Well, pardon the pun, you do now with the easy help of the Wyoming State Geological Survey's first updated interactive online oil and gas map.

"It gives the public a really good idea of what's happening oil- and gas-wise in the state,"  said Ranie Lynds, a geologist with the WSGS.

"You can see where the wells are located, you can see where the fields are, you can really see how they interact with the pipeline system with the geology how that controls where the fields are," she said. "So I think it's really informative for the general public."

The oil and gas industry has been using the large paper maps the WSGS, based on the University of Wyoming campus, has published since 1943.

It made about seven updates after that, Lynds said. "Traditionally, this has been a paper wall map, where the whole state has been put on the map."

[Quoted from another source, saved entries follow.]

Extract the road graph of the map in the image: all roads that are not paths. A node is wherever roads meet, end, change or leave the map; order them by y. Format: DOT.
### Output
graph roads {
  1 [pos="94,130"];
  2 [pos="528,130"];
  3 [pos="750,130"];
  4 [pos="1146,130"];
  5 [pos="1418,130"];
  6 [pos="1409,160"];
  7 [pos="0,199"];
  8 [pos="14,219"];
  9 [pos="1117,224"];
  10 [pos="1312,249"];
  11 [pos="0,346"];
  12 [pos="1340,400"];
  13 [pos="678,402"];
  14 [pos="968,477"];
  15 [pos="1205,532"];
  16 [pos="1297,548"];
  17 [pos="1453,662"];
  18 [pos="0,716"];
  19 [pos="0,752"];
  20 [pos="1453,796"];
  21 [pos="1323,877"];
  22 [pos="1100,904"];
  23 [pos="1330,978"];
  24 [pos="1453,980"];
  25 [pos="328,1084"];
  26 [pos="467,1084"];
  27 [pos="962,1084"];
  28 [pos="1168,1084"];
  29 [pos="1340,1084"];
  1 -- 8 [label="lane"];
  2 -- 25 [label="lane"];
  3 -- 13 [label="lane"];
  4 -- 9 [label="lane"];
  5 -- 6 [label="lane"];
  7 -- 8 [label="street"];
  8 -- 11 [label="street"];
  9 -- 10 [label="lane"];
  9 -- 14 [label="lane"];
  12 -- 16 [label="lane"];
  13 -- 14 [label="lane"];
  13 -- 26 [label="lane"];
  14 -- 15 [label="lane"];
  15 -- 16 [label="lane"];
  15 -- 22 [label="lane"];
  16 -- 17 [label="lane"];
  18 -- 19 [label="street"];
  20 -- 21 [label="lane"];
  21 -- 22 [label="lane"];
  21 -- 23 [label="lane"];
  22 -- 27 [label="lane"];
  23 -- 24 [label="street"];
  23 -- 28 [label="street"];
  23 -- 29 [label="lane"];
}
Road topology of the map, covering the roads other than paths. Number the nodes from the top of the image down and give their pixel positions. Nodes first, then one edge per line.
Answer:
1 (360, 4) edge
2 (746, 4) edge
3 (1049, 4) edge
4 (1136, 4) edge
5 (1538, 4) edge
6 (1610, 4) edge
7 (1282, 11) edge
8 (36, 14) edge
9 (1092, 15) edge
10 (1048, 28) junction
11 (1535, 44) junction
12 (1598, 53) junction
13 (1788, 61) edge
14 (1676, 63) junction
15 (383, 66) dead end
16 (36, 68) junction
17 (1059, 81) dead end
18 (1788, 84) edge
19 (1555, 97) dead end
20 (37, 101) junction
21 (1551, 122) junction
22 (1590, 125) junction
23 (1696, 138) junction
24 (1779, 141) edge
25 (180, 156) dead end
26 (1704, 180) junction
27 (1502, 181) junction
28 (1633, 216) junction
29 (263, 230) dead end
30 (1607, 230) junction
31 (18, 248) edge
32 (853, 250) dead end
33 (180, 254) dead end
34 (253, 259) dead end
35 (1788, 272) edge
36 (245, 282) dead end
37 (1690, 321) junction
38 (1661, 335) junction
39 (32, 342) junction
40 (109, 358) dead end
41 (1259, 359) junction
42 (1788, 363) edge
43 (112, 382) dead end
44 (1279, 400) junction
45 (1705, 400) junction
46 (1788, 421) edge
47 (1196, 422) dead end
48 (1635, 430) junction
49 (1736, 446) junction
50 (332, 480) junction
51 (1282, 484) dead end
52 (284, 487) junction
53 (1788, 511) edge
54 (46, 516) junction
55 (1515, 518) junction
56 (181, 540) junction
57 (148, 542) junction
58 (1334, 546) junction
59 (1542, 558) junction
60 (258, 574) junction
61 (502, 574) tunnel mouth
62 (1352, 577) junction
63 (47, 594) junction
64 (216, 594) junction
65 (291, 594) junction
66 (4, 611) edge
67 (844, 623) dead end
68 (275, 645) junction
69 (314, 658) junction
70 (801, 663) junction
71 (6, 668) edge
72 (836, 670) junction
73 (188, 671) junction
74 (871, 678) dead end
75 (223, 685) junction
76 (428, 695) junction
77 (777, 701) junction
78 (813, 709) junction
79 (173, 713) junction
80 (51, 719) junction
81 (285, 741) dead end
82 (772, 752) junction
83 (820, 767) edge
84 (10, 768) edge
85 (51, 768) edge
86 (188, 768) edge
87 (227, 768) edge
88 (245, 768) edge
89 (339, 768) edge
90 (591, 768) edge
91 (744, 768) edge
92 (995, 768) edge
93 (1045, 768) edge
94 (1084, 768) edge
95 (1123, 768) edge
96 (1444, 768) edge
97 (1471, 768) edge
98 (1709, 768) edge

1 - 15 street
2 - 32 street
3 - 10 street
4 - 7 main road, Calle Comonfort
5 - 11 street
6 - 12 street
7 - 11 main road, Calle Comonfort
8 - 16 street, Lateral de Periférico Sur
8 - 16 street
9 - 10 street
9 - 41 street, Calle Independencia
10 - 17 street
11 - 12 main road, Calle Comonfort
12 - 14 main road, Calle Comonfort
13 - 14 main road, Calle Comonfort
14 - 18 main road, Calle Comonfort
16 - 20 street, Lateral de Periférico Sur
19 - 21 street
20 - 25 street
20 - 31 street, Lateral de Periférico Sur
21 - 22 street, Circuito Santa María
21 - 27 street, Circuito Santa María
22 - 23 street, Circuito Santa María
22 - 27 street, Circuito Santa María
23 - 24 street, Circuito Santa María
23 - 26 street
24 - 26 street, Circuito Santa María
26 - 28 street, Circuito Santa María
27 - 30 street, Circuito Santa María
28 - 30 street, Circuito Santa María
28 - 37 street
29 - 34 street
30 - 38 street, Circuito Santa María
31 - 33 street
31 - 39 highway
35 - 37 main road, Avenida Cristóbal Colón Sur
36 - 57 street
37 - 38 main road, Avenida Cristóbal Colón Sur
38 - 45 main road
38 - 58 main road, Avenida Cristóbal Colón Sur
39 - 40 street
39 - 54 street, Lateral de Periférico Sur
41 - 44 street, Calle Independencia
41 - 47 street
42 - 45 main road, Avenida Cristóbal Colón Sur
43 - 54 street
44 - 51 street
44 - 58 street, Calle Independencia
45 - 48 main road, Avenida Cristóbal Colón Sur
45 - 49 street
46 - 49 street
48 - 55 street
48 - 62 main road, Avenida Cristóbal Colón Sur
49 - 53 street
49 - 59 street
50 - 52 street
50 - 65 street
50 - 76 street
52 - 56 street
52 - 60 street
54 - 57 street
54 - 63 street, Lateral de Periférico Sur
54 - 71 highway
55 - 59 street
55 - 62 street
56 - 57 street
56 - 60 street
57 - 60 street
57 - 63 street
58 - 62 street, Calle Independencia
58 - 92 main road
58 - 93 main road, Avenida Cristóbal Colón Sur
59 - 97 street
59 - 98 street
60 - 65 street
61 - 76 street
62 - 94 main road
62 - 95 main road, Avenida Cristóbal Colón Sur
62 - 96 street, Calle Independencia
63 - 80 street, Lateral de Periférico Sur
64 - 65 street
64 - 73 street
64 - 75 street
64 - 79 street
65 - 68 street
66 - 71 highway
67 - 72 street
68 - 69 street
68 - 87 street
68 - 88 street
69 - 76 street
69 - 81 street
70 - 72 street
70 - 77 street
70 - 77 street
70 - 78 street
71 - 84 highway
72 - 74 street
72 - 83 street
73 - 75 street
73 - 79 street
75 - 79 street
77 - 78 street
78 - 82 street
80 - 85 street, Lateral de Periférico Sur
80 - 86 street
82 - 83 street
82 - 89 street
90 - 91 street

To make research easier, the WSGS digitized the map last year for anyone with a computer to see, and updated it this month.

It offer insights to Wyoming's geography, history, and the industry that has driven much of the state's economy for more than a century.

"If you delve into the data, you can really see how the fields have changed through the years, and how some are no longer operational, and there's new ones coming on line all the time," Lynds said.

People also can download the paper maps from 1980 through 2016, Lynds said. "You can see how more fields are added."

The information, most of it from the Wyoming Oil and Gas Conservation Commission, can be updated much faster than with the traditional paper maps.

Besides the locations of fields and well data, the web-based map displays their producing reservoirs, horizontal wells, pipelines, oil refineries, gas plants, hydrocarbon products and well production status.

After you visit the map on the WSGS's website, a brief tutorial will help you understand how to access the fields and use map tools. You also can overlay the map with topographic features, roads and and imagery.

Of course, no history of Wyoming and especially Natrona County would be complete without an understanding of the Salt Creek Field and its 4,291 wells north of Casper near Midwest and Edgerton.

You can find that history and more on the map.

The interactive map lists the first well drilled in March 23, 1912, to the newest one drilled on March 18, 2017.

"Salt Creek is currently under enhanced oil recovery," Lynds said. "They are drilling more wells to put more CO2 in to push the oil out."